There’s a good read by Bret over at Hope to Prosper titled Living on Less is the New Reality for Millions of Americans. The glass ceiling will keep rising, because no company can afford to hire ineffective executives.” I’m not 100% sure I agree with that – seems like a lot of ineffective executives fail forward. And I’m not sure people are living on less. Income inequality is becoming far greater in America; middle class wages are stagnant and actually declining when inflation and other factors are considered.
However, I’d argue that we’ve added far too many “new requireds” to our lives. I often complain that I had more disposable income when I was a young urban professional than I do now. Then again, I had dial-up internet ($15 per month) instead of high-speed cable ($60 per month). I had a landline with an answering machine instead of a smart phone. I had books from the library instead of purchased. I ate grilled cheese for lunch instead of organic turkey breast. I didn’t have amazon.com or Netflix and so on.
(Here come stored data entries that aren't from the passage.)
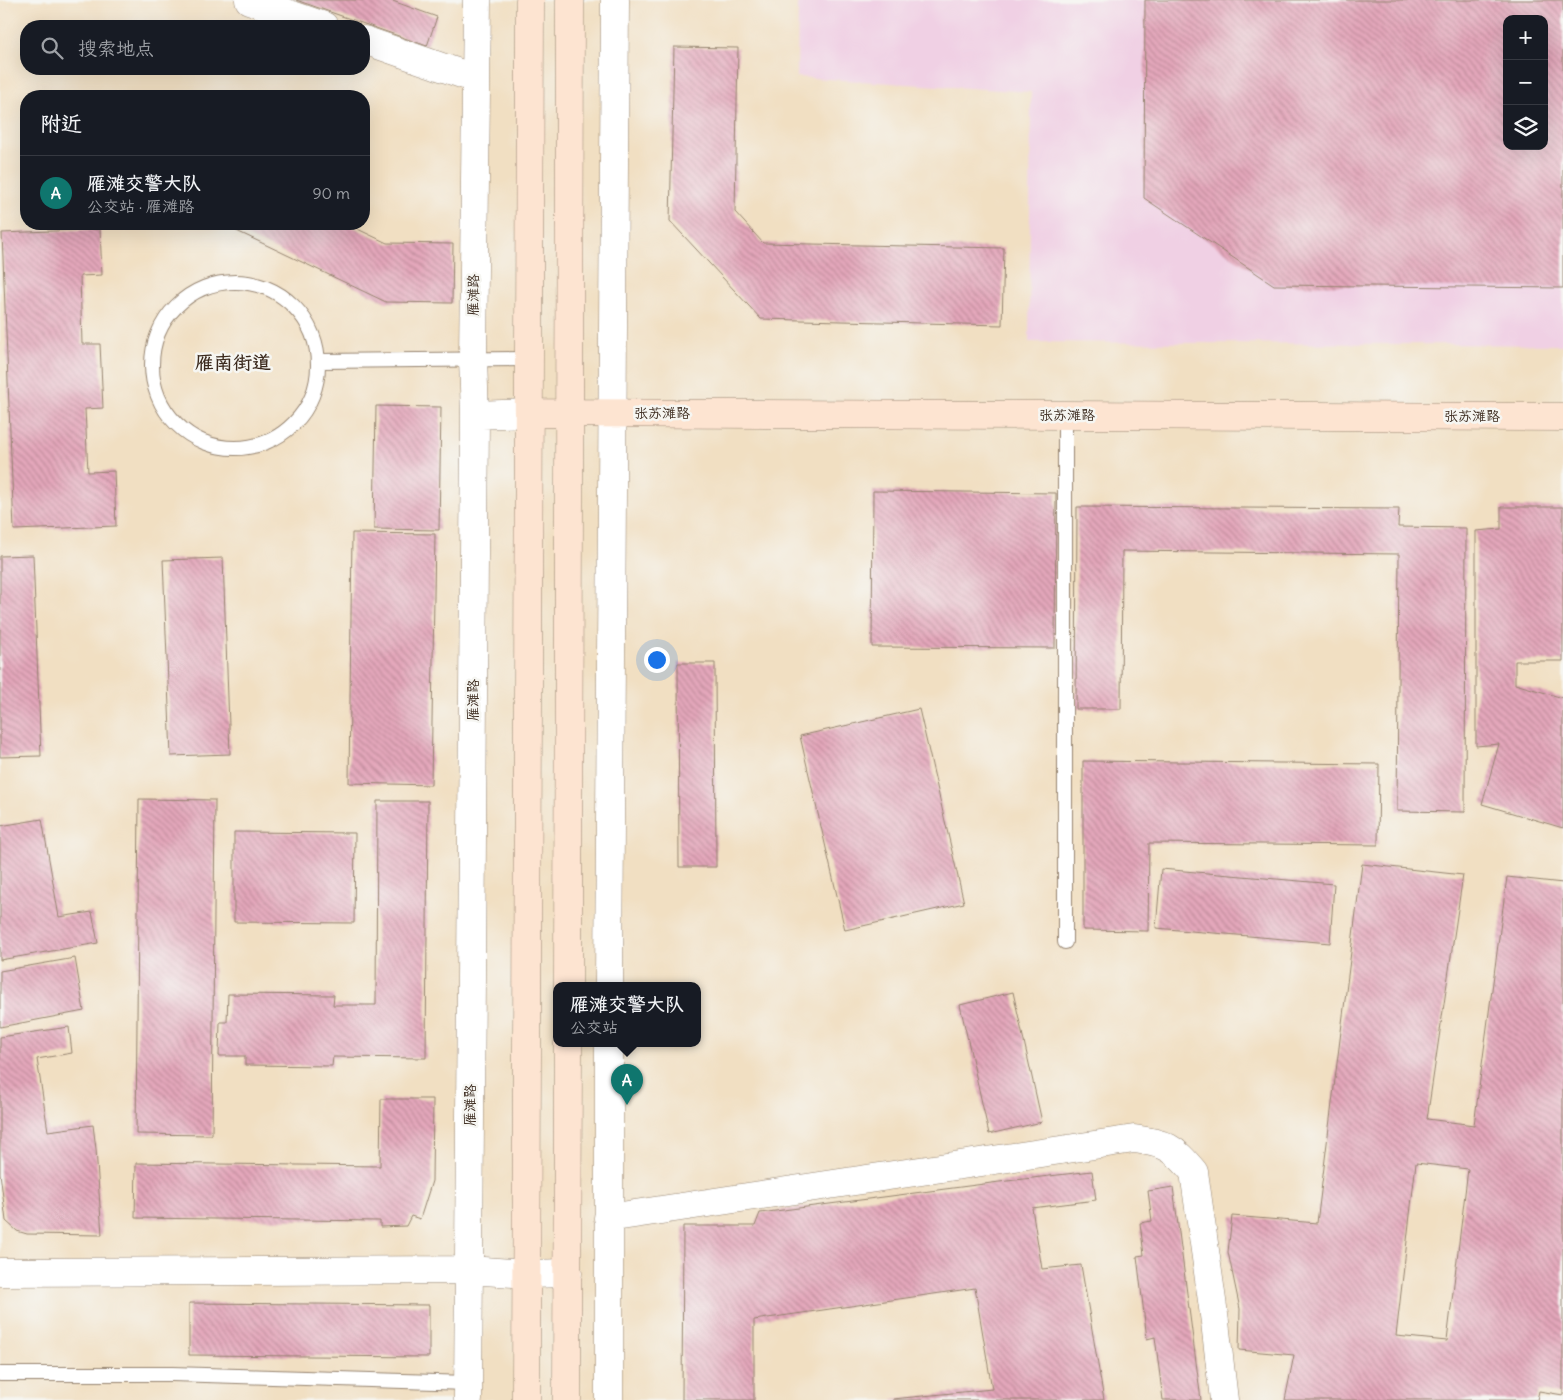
<!DOCTYPE html>
<html lang="zh">
<head>
<meta charset="utf-8">
<style>
  body { margin:0; font-family:Delius,"LXGW WenKai TC",sans-serif; background:#242831; color:#f1f3f6 }
  .controls { position:absolute; right:15px; top:15px; display:grid; overflow:hidden; border-radius:10px; box-shadow:0 5px 20px #0002 }
  .controls button { width:45px; height:45px; display:grid; place-items:center; padding:0; border:0; border-bottom:1px solid #363941; background:#171b24; color:#f1f3f6; font:25px sans-serif }
  .you { position:absolute; left:656px; top:659px; width:18px; height:18px; margin:-12px; border:4px solid #fff; border-radius:50%; background:#1a73e8; box-shadow:0 0 0 8px #1a73e833 }
  .badge { display:grid; place-items:center; width:32px; height:32px; border-radius:50%; background:#0f766e; color:#fff; font-size:16px; font-weight:700 }
  .pin { position:absolute; translate:-50% -41px; filter:drop-shadow(0 1px 2px #0008) }
  .pin::after { content:''; position:absolute; top:26px; width:18px; height:15px; background:inherit; clip-path:polygon(0 0,100% 0,50% 100%) }
  .popup { position:absolute; left:553px; top:982px; width:148px; height:65px; box-sizing:border-box; display:grid; place-content:center; border-radius:10px; background:#171b24; filter:drop-shadow(0 1px 4px #0005); font-size:16px; white-space:nowrap; color:#9ea1a6 }
  .popup b { font-size:19px; color:#f1f3f6 }
  .popup::after { content:''; position:absolute; left:50%; top:100%; margin-left:-10px; border:10px solid transparent; border-top-color:#171b24 }
  .list { margin:0; padding:0; list-style:none }
  h2 { display:flex; justify-content:space-between; align-items:center; height:65px; margin:0; padding:0 20px; font-size:21px }
  h2 small { font-size:16px; font-weight:400; color:#9ea1a6 }
  .list li { display:grid; grid-template-columns:32px 1fr auto; gap:15px; align-items:center; box-sizing:border-box; height:75px; padding:0 20px; border-top:1px solid #363941 }
  .list b { display:block; font-size:19px; white-space:nowrap }
  .list p { margin:0; font-size:16px; white-space:nowrap; color:#9ea1a6 }
  .list em { font-size:16px; font-style:normal; color:#9ea1a6 }
  .icon { flex:none; width:28px; height:28px; fill:none; stroke:currentColor; stroke-width:2; stroke-linecap:round; stroke-linejoin:round }
  .map { position:relative; flex:none; width:1563px; height:1400px; overflow:hidden }
  .search { position:absolute; background:#171b24; box-shadow:0 5px 20px #0002; left:20px; top:20px; width:350px; height:55px; display:flex; align-items:center; gap:12px; box-sizing:border-box; padding:0 18px; border-radius:20px; color:#9ea1a6; font-size:19px }
  .panel { position:absolute; background:#171b24; box-shadow:0 5px 20px #0002; left:20px; top:90px; width:350px; height:140px; border-radius:20px }
  .map>svg:first-child { display:block }
  .built { fill:#f0d0e4; fill-rule:evenodd }
  .building { fill:url(#building-back-hatch); fill-rule:evenodd }
  .lines { fill:none; stroke-linecap:round; stroke-linejoin:round }
  .service-casing { stroke:#968470; stroke-width:16 }
  .minor-casing { stroke:#968470; stroke-width:29 }
  .secondary-casing { stroke:#968470; stroke-width:29 }
  .service { stroke:#fff; stroke-width:14 }
  .minor { stroke:#fff; stroke-width:28 }
  .secondary { stroke:#fde4d1; stroke-width:28 }
  .labels { text-anchor:middle; stroke-width:5; stroke-linejoin:round; paint-order:stroke }
  .street-label { font-size:14px; fill:#3b2a1e; stroke:#f6f6f2 }
  .district-label { font-size:19px; font-weight:bold; fill:#3b2a1e; stroke:#f6f6f2 }
</style>
</head>
<body>
<div class="map">
<svg width="1563" height="1400" viewBox="0 0 1563 1400">
  <defs>
    <pattern id="building-back-hatch" width="6" height="6" patternUnits="userSpaceOnUse" patternTransform="scale(1.25)"><rect width="6" height="6" fill="#e4a7bb"/><path d="M-1 5l2 2M0 0l6 6M5-1l2 2" fill="none" stroke="#ba8897"/></pattern>
  </defs>
  <rect width="100%" height="100%" fill="#f6f6f2"/>
  <filter id="ink" filterUnits="userSpaceOnUse"><feTurbulence type="fractalNoise" baseFrequency=".02" numOctaves="2"/><feDisplacementMap in="SourceGraphic" scale="10" xChannelSelector="R" yChannelSelector="G"/><feConvolveMatrix kernelMatrix="1 2 1 2 8 2 1 2 1" color-interpolation-filters="sRGB"/></filter>
  <filter id="wash" filterUnits="userSpaceOnUse"><feTurbulence type="fractalNoise" baseFrequency=".0096" numOctaves="4" result="noise"/><feDisplacementMap in="SourceGraphic" scale="20" xChannelSelector="R" yChannelSelector="G"/><feGaussianBlur stdDeviation="1.12" result="paint"/><feColorMatrix in="noise" values="0 0 0 0 0 0 0 0 0 0 0 0 0 0 0 0 0 1.4 0 .05"/><feComposite in="paint" operator="in"/></filter>
  <g filter="url(#wash)">
    <rect width="100%" height="100%" fill="#f1dfc2"/>
    <path class="built" d="M 798,0 L 1563,0 L 1563,345 L 1029,342 L 1031,92 L 797,77 ZM 1507,19 L 1544,19 L 1544,146 L 1507,146 Z"/>
    <g id="blocks">
      <path class="building" d="M 296,0 L 390,0 L 437,17 L 427,46 Z
        M 1145,0 L 1563,0 L 1563,288 L 1274,285 L 1144,198 ZM 1507,19 L 1544,19 L 1544,146 L 1507,146 Z
        M 674,47 L 738,48 L 735,212 L 763,243 L 1004,248 L 1002,325 L 761,319 L 670,221 Z
        M 222,224 L 347,224 L 387,243 L 453,244 L 452,303 L 386,302 Z
        M 100,229 L 102,275 L 80,276 L 82,344 L 100,344 L 103,408 L 85,409 L 88,472 L 114,471 L 116,526 L 14,530 L 2,233 Z
        M 376,406 L 441,407 L 439,530 L 374,529 Z
        M 873,491 L 1056,493 L 1055,648 L 872,647 Z
        M 1077,507 L 1399,509 L 1398,527 L 1466,528 L 1465,812 L 1397,811 L 1399,554 L 1122,551 L 1121,709 L 1076,709 Z
        M 1501,507 L 1563,507 L 1563,661 L 1515,661 L 1515,684 L 1563,698 L 1563,828 L 1482,804 L 1499,744 L 1476,746 L 1476,531 L 1501,529 Z
        M 352,533 L 435,534 L 431,785 L 349,783 Z
        M 33,555 L 41,756 L 0,757 L 0,556 Z
        M 223,558 L 230,754 L 171,756 L 163,560 Z
        M 678,663 L 715,663 L 716,867 L 679,867 Z
        M 919,709 L 964,903 L 845,930 L 800,736 Z
        M 1083,761 L 1379,764 L 1378,845 L 1149,843 L 1148,931 L 1083,930 Z
        M 139,799 L 215,800 L 212,1135 L 136,1134 Z
        M 377,801 L 428,801 L 426,1058 L 333,1057 L 332,1066 L 245,1065 L 245,1056 L 219,1056 L 220,1022 L 227,1022 L 228,994 L 334,995 L 333,1005 L 376,1005 Z
        M 42,819 L 59,917 L 92,912 L 98,943 L 0,960 L 0,826 Z
        M 234,832 L 355,833 L 354,923 L 234,922 Z
        M 1362,864 L 1463,875 L 1427,1119 L 1474,1125 L 1507,877 L 1563,883 L 1563,1395 L 1539,1391 L 1537,1400 L 1285,1400 L 1294,1355 L 1239,1350 L 1240,1309 L 1228,1252 L 1232,1216 L 1317,1223 ZM 1416,1163 L 1468,1169 L 1447,1341 L 1396,1336 Z
        M 1161,869 L 1334,884 L 1330,943 L 1156,928 Z
        M 75,958 L 84,1011 L 0,1027 L 0,971 Z
        M 1013,992 L 1042,1122 L 989,1134 L 960,1005 Z
        M 69,1027 L 72,1053 L 37,1059 L 48,1131 L 93,1125 L 96,1149 L 102,1235 L 27,1234 L 17,1231 L 6,1221 L 0,1173 L 0,1037 Z
        M 381,1099 L 433,1099 L 432,1181 L 420,1219 L 411,1216 L 406,1226 L 380,1227 L 380,1221 L 135,1218 L 136,1163 L 380,1166 Z
        M 1092,1171 L 1096,1200 L 1032,1208 L 1042,1269 L 1081,1265 L 1104,1400 L 893,1400 L 893,1399 L 992,1389 L 975,1288 L 754,1320 L 754,1400 L 682,1400 L 683,1226 L 755,1226 L 760,1213 L 1007,1181 Z
        M 1173,1187 L 1201,1400 L 1163,1400 L 1155,1337 L 1147,1339 L 1137,1256 L 1144,1255 L 1140,1223 L 1152,1221 L 1148,1191 Z
        M 189,1303 L 429,1305 L 429,1357 L 189,1355 Z"/>
    </g>
  </g>
  <g filter="url(#ink)">
    <use href="#blocks" fill-opacity="0" stroke="#968470" stroke-width="1"/>
    <g class="lines">
      <g class="service-casing">
        <path id="service" d="M152 365a83 83 0 1 1 166 0a83 83 0 1 1-166 0Z
          M 319,361 L 529,359
          M 1065,415 L 1065,942
          M 0,1374 L 172,1374 L 468,1383"/>
      </g>
      <g class="minor-casing">
        <path id="minor" d="M 249,0 L 324,26
          M 364,40 L 476,79
          M 475,415 L 530,413
          M 609,986 L 615,0
          M 608,1218 L 1134,1139 C 1167,1144 1172,1146 1194,1172 L 1215,1322 L 1224,1400
          M 0,1272 L 469,1270 L 528,1274 L 568,1273
          M 468,1400 L 475,415 L 473,359 L 477,0
          M 609,1400 L 609,1044"/>
      </g>
      <g class="secondary-casing">
        <path id="secondary" d="M 530,413 L 1563,417
          M 568,986 L 570,0
          M 526,1400 L 530,0
          M 567,1400 L 568,1044"/>
      </g>
      <use href="#service" class="service"/>
      <use href="#minor" class="minor"/>
      <use href="#secondary" class="secondary"/>
    </g>
  </g>
  <g class="labels">
    <g class="street-label">
      <text transform="translate(473 295) rotate(-89)" y="5">雁滩路</text>
      <text x="662" y="418">张苏滩路</text>
      <text x="1067" y="420">张苏滩路</text>
      <text x="1472" y="421">张苏滩路</text>
      <text transform="translate(473 700) rotate(-90)" y="5">雁滩路</text>
      <text transform="translate(470 1105) rotate(-90)" y="5">雁滩路</text>
    </g>
    <g class="district-label">
      <text x="233" y="369">雁南街道</text>
    </g>
  </g>
</svg>
<div class="controls">
<button>+</button>
<button>−</button>
<button><svg class="icon" aria-label="layers" viewBox="0 0 24 24"><path d="M12 4l9 5-9 5-9-5zM3 14l9 5 9-5"/></svg></button>
</div>
<div class="you"></div>
<div class="pin badge" style="left:627px;top:1105px">A</div>
<div class="popup"><b>雁滩交警大队</b>公交站</div>
<div class="search"><svg class="icon" aria-label="search" viewBox="0 0 24 24"><circle cx="10" cy="10" r="6"/><path d="M15 15l6 6"/></svg>搜索地点</div>
<section class="panel">
<h2>附近<small></small></h2>
<ul class="list">
<li><span class="badge">A</span><div><b>雁滩交警大队</b><p>公交站 · 雁滩路</p></div><em>90 m</em></li>
</ul>
</section>
</div>
</body>
</html>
I drank tap water instead of filtered water (and occasionally bottled water). You get the picture. “Living on less” is partially because of skyrocketing health care costs but it’s also because of poorer eating habits. It’s partially because of gas prices but also because of video games. It’s easy for the paycheck to feel tighter when you have 267 cable channels instead of rabbit ear antennas and 4 channels. I’m not saying I don’t have those things; I’m just trying to admit to myself that I have a lot of “wants” that I classify as “needs” (I’m looking at you, Blackberry).
Somewhat in the same vein, Where You Can Go To College For Free $4 Gas and Fragile Finances: Not so much for the article, but the comments – some get really out of hand. Trent’s main point is extremely valid, though: if you can’t handle a 10% increase in the price of gas, your finances are in bad, bad shape.